8 septembre 1966 : Star Trek et la Fédération des Planètes Unies

samedi 10 septembre 2016.
 

"Espace, la frontière finale. Voici les voyages du starship" l’Entreprise ". Sa mission ininterrompue : explorer des nouveaux mondes étranges, rechercher de nouvelles formes de vie et de nouvelles civilisations, courageusement aller où aucun homme n’est parti auparavant" (1).

C’est par ces mots, que le 8 septembre 1966 les téléspectateurs américains découvrent le premier épisode d’une série qui offre un univers alternatif à la société de consommation, Star Trek. Créée par Gene Roddenbery, cette série, relatant les aventures du vaisseau spatial Enterprise, donne naissance à un véritable univers pacifique et égalitaire.

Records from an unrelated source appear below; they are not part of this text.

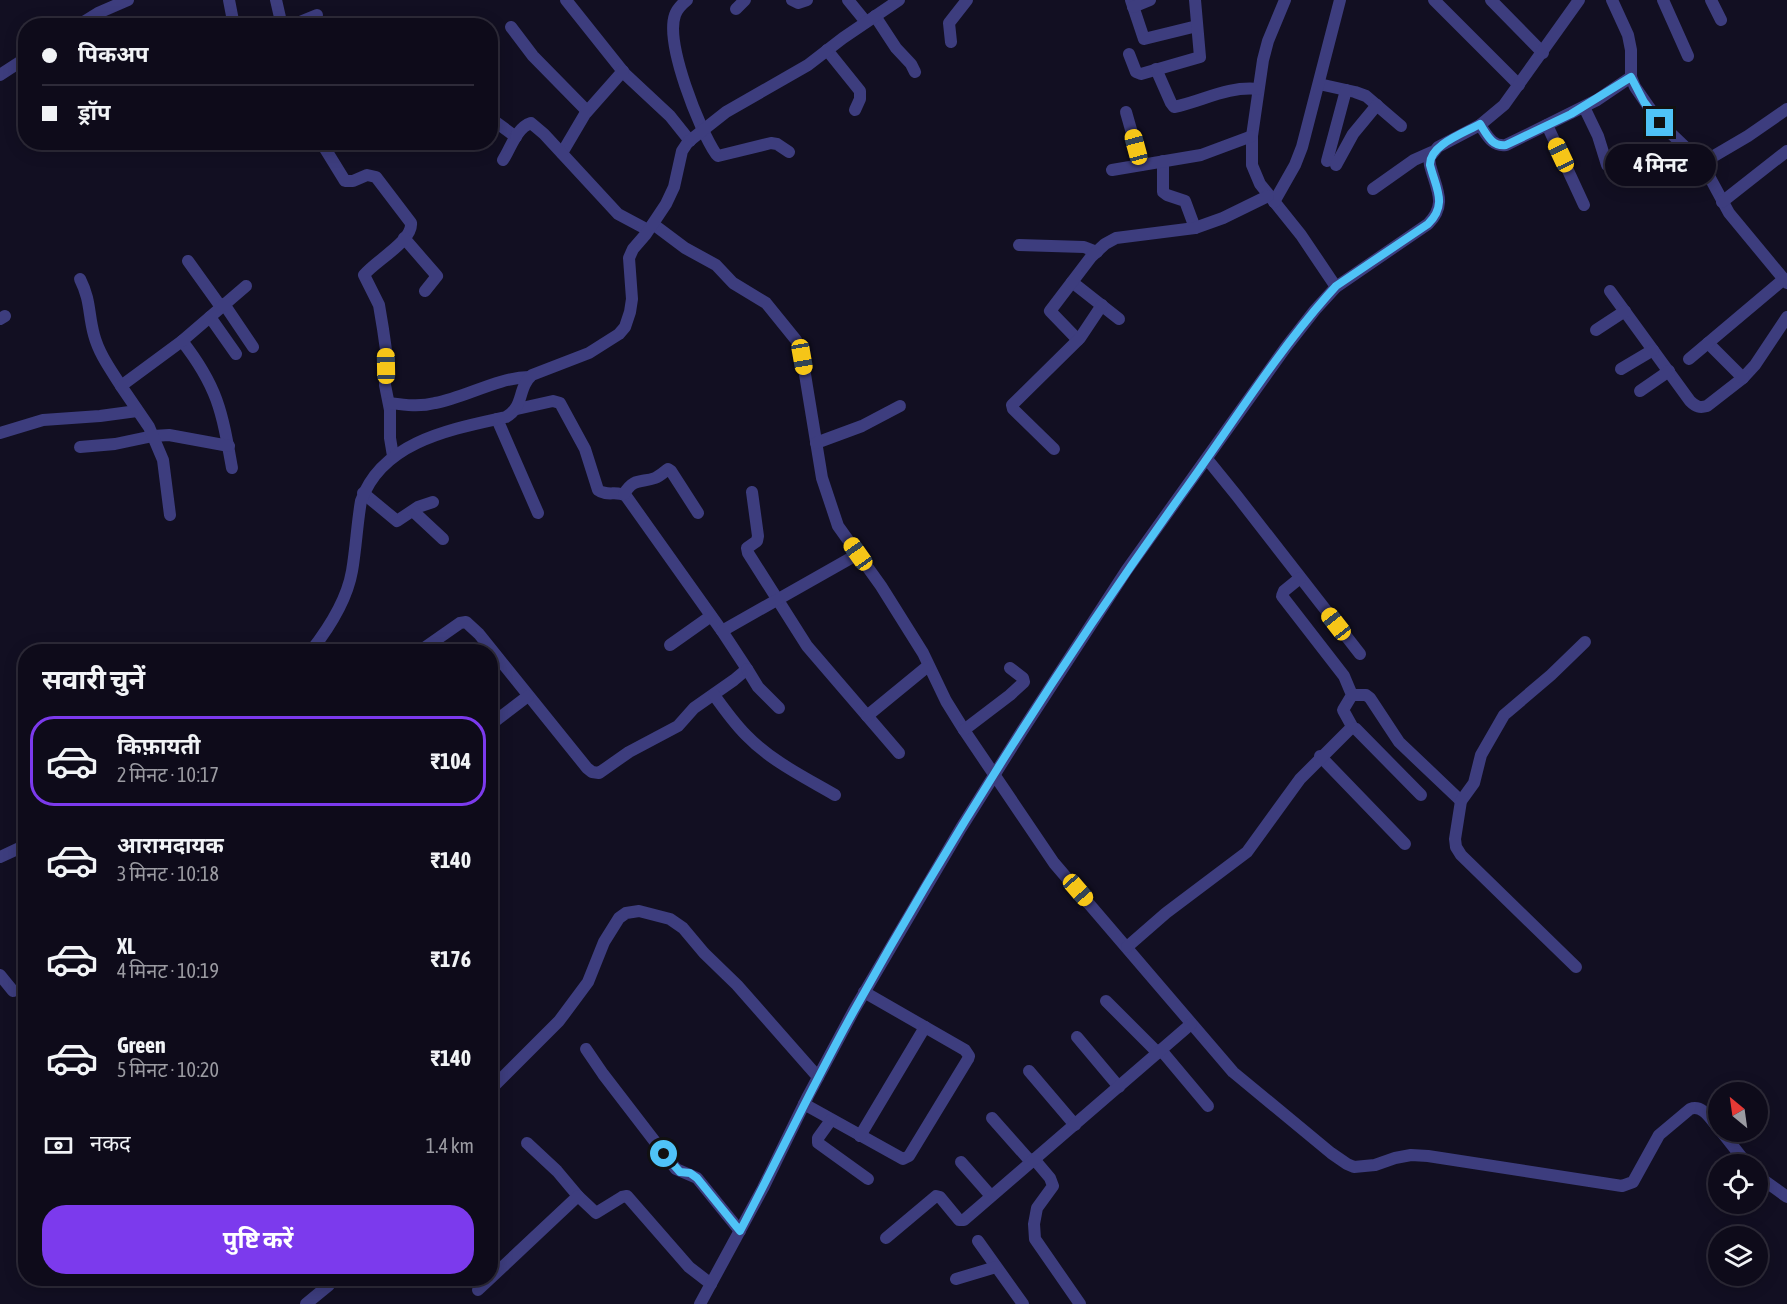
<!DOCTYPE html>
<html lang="hi">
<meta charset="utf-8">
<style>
body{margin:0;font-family:"Asap Condensed","Noto Sans Devanagari",sans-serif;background:#171423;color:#f1f3f6;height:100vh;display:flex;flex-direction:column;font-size:22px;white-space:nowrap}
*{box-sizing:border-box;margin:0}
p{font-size:20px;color:#9b9ba2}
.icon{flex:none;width:33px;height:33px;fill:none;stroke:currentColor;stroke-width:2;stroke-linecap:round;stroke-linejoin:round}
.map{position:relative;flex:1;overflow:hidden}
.drawer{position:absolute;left:18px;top:644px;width:480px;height:642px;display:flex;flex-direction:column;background:#0e0b1a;border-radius:24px;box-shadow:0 3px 15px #0003,0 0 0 2px #2e2b39}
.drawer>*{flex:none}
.hud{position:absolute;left:18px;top:18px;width:480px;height:132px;border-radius:24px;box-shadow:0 3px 15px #0003,0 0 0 2px #2e2b39;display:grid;align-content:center;height:132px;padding:0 24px;background:#0e0b1a}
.needle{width:39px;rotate:331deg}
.buttons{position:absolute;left:1708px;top:1082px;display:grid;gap:12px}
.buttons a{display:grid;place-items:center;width:60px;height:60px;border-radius:50%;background:#0e0b1a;box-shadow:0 3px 15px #0003,0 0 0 2px #2e2b39;font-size:30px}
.end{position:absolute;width:27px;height:27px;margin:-14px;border:8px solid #4fc3f7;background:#111;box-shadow:0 0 0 3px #111}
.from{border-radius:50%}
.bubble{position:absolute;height:42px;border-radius:21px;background:#0e0b1a;box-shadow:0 3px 15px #0003,0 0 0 2px #2e2b39;font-size:20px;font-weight:700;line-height:42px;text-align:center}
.car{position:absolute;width:18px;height:36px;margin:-18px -9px;border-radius:8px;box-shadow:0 0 4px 2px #0007;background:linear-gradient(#f5c518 24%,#345 0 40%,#f5c518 0 76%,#345 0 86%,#f5c518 0)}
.hud b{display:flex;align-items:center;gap:21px;height:57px;font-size:22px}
.hud b+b{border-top:2px solid #2e2b39}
.hud i{width:15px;height:15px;background:#f1f3f6}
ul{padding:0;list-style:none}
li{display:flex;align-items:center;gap:18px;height:90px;margin:0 12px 9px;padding:0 12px;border:3px solid transparent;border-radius:24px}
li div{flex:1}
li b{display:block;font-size:22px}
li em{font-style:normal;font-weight:700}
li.selected{border-color:#7c3aed}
li>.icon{width:54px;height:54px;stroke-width:1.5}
h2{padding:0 24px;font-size:27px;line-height:72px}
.pay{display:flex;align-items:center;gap:15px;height:66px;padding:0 24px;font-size:22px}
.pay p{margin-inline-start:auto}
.cta{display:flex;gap:12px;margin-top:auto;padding:12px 24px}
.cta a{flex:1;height:69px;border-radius:24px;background:#7c3aed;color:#fff;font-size:24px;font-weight:700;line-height:69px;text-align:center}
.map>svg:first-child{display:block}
</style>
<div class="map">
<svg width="1787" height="1304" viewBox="0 0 1787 1304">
<rect width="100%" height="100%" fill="#120f22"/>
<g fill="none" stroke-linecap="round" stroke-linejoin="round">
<g stroke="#3d3d7e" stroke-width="12">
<polyline points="229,0 234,26"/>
<polyline points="276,0 282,26"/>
<polyline points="566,0 625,74 670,116 690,141"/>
<path d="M687,0C682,4 677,9 675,15C665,43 699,129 716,154L718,156L771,143L777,144L789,152"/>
<polyline points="792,0 798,3 807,0"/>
<polyline points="848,0 866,22"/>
<polyline points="1131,0 1144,39 1197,26"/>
<polyline points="1285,0 1268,41 1263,60 1252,136 1252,165 1260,184 1301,235 1336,287"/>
<polyline points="1434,0 1519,85"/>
<polyline points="1491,0 1543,53"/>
<polyline points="1612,0 1628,35 1631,50 1631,77 1635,87 1660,123 1702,163 1729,213 1787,283"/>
<polyline points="1663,0 1688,56"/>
<polyline points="1711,0 1721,20"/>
<polyline points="1133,7 1150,0"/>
<polyline points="736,9 745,0"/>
<polyline points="875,16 896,48 911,64 915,72"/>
<polyline points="77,26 98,13 128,0"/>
<polyline points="290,26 317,15"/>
<polyline points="511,27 533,56 587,111"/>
<polyline points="951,42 949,23 967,0"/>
<polyline points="827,50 860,91 860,99 855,110"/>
<polyline points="1129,54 1136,72 1141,74 1200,57 1195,0"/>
<path d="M1156,69L1171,103L1174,107C1203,101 1227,86 1258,89"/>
<polyline points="0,75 26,58"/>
<polyline points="1319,84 1355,92 1366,96 1401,126"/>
<polyline points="1584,107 1598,136 1607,165"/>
<polyline points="1126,112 1141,165"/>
<polyline points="493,120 516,137"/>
<path d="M1480,125C1487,135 1492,147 1506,145L1597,100L1631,77"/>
<polyline points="1547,125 1584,205"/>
<path d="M321,142L345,181H353L367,175L376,177L411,223C413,241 375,261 364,275L379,305L383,329L386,350L385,385L390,410V438L393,456"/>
<polyline points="562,153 585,114 623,71"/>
<path d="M503,160C511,148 516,128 531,123L544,134L618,214L648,230"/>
<polyline points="1163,161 1163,192 1167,195 1185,201 1195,228"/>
<polyline points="1327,161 1346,90"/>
<polyline points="1702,163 1748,136 1787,109"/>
<polyline points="1336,165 1353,134 1377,105"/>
<polyline points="1112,170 1201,155 1252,136"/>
<polyline points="1373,189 1414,160 1432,152"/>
<polyline points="1274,202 1295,165 1302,147 1340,0"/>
<polyline points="1722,202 1787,151"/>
<path d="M653,224L685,248L716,265L733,283L766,303L796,340L802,356L822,478L838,526L881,586L923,653L946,701L964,730L1054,863L1233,1072L1331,1153L1347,1164L1354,1167L1375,1165L1395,1158L1411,1155L1428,1156L1622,1186L1633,1182L1659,1135L1690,1109C1703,1104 1711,1120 1719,1129"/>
<polyline points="404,238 437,276 425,291"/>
<polyline points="1019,245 1084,247 1097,252"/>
<polyline points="188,261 221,307"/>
<path d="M80,279C91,301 88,313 94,335C99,354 111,370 121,386"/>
<polyline points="1072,282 1119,319"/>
<path d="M1610,291L1690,401C1696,407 1700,408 1707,406L1743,378L1755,365L1787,317"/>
<polyline points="224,304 253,347"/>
<polyline points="210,317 236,354"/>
<polyline points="0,319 5,316"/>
<polyline points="1596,330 1625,311"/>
<polyline points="1078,340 1050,311 1091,257 1105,244 1116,238 1195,228 1223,218 1268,196"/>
<path d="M182,341C218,387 222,412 232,468"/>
<polyline points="1708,343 1743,378"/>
<polyline points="1689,359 1784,279"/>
<polyline points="1621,369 1653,350"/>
<polyline points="1640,391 1669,371"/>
<path d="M389,403C405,405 420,407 435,403C467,397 496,378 529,377"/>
<path d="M517,409L553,401L560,403L585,449L598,490C607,497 617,490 626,496L722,631"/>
<polyline points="497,419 538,513"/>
<polyline points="0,433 43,420 100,416 137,411"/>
<polyline points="816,443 862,426 900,406"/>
<polyline points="80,447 115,444 153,436 169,435 229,446"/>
<polyline points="1054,449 1013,409 1012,405 1080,338 1102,305"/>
<polyline points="1207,459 1237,496 1360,654"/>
<polyline points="752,492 758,536 757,541 747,548 748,553 807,646 899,753"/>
<polyline points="363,493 397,521 418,507 433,502"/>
<path d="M624,494C634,477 642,483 655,478C660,476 664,472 668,469L671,471L698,513"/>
<polyline points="413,511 443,539"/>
<polyline points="170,515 163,460 149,427 121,386 182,341 246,286"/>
<polyline points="1300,578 1284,591 1282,596 1344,676 1352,695 1343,710 1353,728"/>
<polyline points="670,645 711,616"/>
<path d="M311,651C329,628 347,600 352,571C356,548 357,524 361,501C382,441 452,429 506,417C525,406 517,388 532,375L589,353L619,334L625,327L630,312L632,299L629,258L633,249L646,234L666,204L674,187L682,151L688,142L726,112L808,65L843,38L899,0"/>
<polyline points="420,651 460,623 466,622 479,634 587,768 592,772 599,773 629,752 678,726 694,708 734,680 747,669 722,631 858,554"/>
<polyline points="747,669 758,687 779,708"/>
<path d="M714,695C724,709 734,723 746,735C771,761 804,777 835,795"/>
<polyline points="1352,695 1366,695 1370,698 1399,742 1461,801"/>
<polyline points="867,716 928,666"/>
<polyline points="490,725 528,696"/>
<polyline points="964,730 1010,695 1024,682 1023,678 1010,668"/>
<polyline points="1320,756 1405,844"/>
<polyline points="0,857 26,845"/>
<polyline points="1127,947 1166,913 1247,852 1300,779 1351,728 1356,729 1421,795"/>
<polyline points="1576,967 1461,855 1456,847 1455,839 1461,801 1474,783 1481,755 1504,715 1551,675 1585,642"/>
<polyline points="0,975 13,991"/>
<polyline points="1106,1001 1158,1053"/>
<polyline points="1077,1037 1119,1087"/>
<polyline points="586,1049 603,1074 676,1169 697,1178 740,1231"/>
<polyline points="1161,1050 1208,1106"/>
<polyline points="1029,1071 1075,1125"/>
<polyline points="490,1090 559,1021 588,982 604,942 619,918 626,913 639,911 670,919 683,928 704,953 737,985 818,1077"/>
<polyline points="804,1104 903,1159 909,1156 968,1059 969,1056 965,1050 864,992"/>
<polyline points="992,1118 1031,1162"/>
<polyline points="831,1120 818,1138 818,1143 868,1179"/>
<polyline points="1721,1131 1747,1164"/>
<polyline points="860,1136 925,1027"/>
<polyline points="527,1143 557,1171 578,1196"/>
<polyline points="1034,1159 1050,1178 1053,1186 1037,1208 1034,1224 1035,1239 1080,1304"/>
<polyline points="961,1162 991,1196"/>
<polyline points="1758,1176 1787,1197"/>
<polyline points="886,1238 936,1196 940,1197 959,1220 964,1220 1191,1024"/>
<polyline points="978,1241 1023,1304"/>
<polyline points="956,1279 996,1267"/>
<polyline points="478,1290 578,1196 596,1213 622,1197 627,1196 689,1267 711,1284"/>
<polyline points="306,1304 329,1285 332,1278"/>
<path d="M700,1304L763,1188L808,1096L854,1010L961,828L1022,731L1126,571L1286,347L1315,310L1336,287L1428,224C1448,204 1436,189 1430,165L1429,158L1438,147L1480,125L1504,105L1579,0"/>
</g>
</g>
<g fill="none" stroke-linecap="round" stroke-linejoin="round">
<path stroke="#4fc3f7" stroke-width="8" d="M664,1154L680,1172L690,1173L697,1178L740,1231C779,1157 814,1082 855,1009C956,828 1068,652 1189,484C1234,421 1276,354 1327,296L1336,286L1428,224C1448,204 1436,189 1430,165C1429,145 1464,133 1480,124C1487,135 1492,147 1506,145L1571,114L1631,77L1644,102L1660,123"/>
</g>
</svg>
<div class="buttons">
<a><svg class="needle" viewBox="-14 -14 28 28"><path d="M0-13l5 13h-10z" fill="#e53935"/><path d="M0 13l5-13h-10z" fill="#9b9ba2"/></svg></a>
<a><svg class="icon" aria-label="locate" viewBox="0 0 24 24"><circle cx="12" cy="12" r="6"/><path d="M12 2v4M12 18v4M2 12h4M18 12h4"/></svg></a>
<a><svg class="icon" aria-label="layers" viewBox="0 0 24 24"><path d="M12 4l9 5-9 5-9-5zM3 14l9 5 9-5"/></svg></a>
</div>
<i class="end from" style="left:664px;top:1154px"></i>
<i class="end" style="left:1660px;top:123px"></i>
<div class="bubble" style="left:1605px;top:144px;width:111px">4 मिनट</div>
<i class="car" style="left:1136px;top:147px;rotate:345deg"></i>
<i class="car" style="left:1561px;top:155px;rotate:335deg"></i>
<i class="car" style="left:802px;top:357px;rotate:170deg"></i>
<i class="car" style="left:386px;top:366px;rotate:359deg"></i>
<i class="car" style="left:858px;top:554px;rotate:325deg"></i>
<i class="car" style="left:1336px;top:624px;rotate:322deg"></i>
<i class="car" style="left:1078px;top:890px;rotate:139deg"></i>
<div class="hud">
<b><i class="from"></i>पिकअप</b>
<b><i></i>ड्रॉप</b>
</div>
<section class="drawer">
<h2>सवारी चुनें</h2>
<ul>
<li class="selected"><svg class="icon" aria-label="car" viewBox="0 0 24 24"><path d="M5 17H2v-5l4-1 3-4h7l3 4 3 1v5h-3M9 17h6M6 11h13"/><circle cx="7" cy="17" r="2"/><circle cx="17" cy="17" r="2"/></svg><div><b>किफ़ायती</b><p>2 मिनट · 10:17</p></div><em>₹104</em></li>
<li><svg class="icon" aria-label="car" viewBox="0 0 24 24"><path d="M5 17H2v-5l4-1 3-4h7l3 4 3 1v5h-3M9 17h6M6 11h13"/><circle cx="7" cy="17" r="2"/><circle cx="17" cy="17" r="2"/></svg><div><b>आरामदायक</b><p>3 मिनट · 10:18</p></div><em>₹140</em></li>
<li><svg class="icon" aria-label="car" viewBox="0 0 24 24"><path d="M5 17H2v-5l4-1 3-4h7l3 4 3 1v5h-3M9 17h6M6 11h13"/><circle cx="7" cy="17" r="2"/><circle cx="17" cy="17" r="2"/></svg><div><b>XL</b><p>4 मिनट · 10:19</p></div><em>₹176</em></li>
<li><svg class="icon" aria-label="car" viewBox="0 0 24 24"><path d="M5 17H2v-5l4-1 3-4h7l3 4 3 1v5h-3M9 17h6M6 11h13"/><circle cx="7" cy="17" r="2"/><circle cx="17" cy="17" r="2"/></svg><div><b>Green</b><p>5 मिनट · 10:20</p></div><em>₹140</em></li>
</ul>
<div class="pay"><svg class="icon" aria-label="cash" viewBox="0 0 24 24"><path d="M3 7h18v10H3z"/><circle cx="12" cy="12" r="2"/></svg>नकद<p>1.4 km</p></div>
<div class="cta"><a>पुष्टि करें</a></div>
</section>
</div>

Dans l’Amérique des années soixante, cette série brise, au fil des épisodes, tous les tabous.

Cela est vrai quant à la composition de l’équipage. L’officier des télécommunications est une femme noire et il a fallu toute la volonté du créateur pour l’imposer face aux réticences de la direction de la chaîne. À cet égard, il a été plus loin en mettant en scène le premier baiser « interracial » de l’histoire de la télévision. Un autre officier fait scandale. En pleine guerre froide, c’est un Russe qui reçoit le rôle de timonier.

Mais au-delà de la distribution, c’est l’ensemble de l’univers créé qui apparaît comme une utopie à réaliser.

La Terre est unifiée politiquement et est à l’origine, d’une Fédération des Planètes Unies, regroupant de nombreux peuples, qui organise la découverte pacifique de l’Univers. C’est dans ce cadre que l’Enterprise rencontre d’autres peuples. Parmi eux, nous pouvons citer les Ferengis. Un peuple dont le seul objectif est de s’enrichir encore et toujours et qui n’est pas sans faire penser aux banquiers et autres traders. Le contraste avec la société de la fédération est d’autant plus frappant que la société décrite dans la série et ses dérivés ne connaît plus l’argent. Les hommes ne travaillent plus pour un salaire, mais pour le bien-être commun. Les passions négatives, comme l’avarice, y sont absentes.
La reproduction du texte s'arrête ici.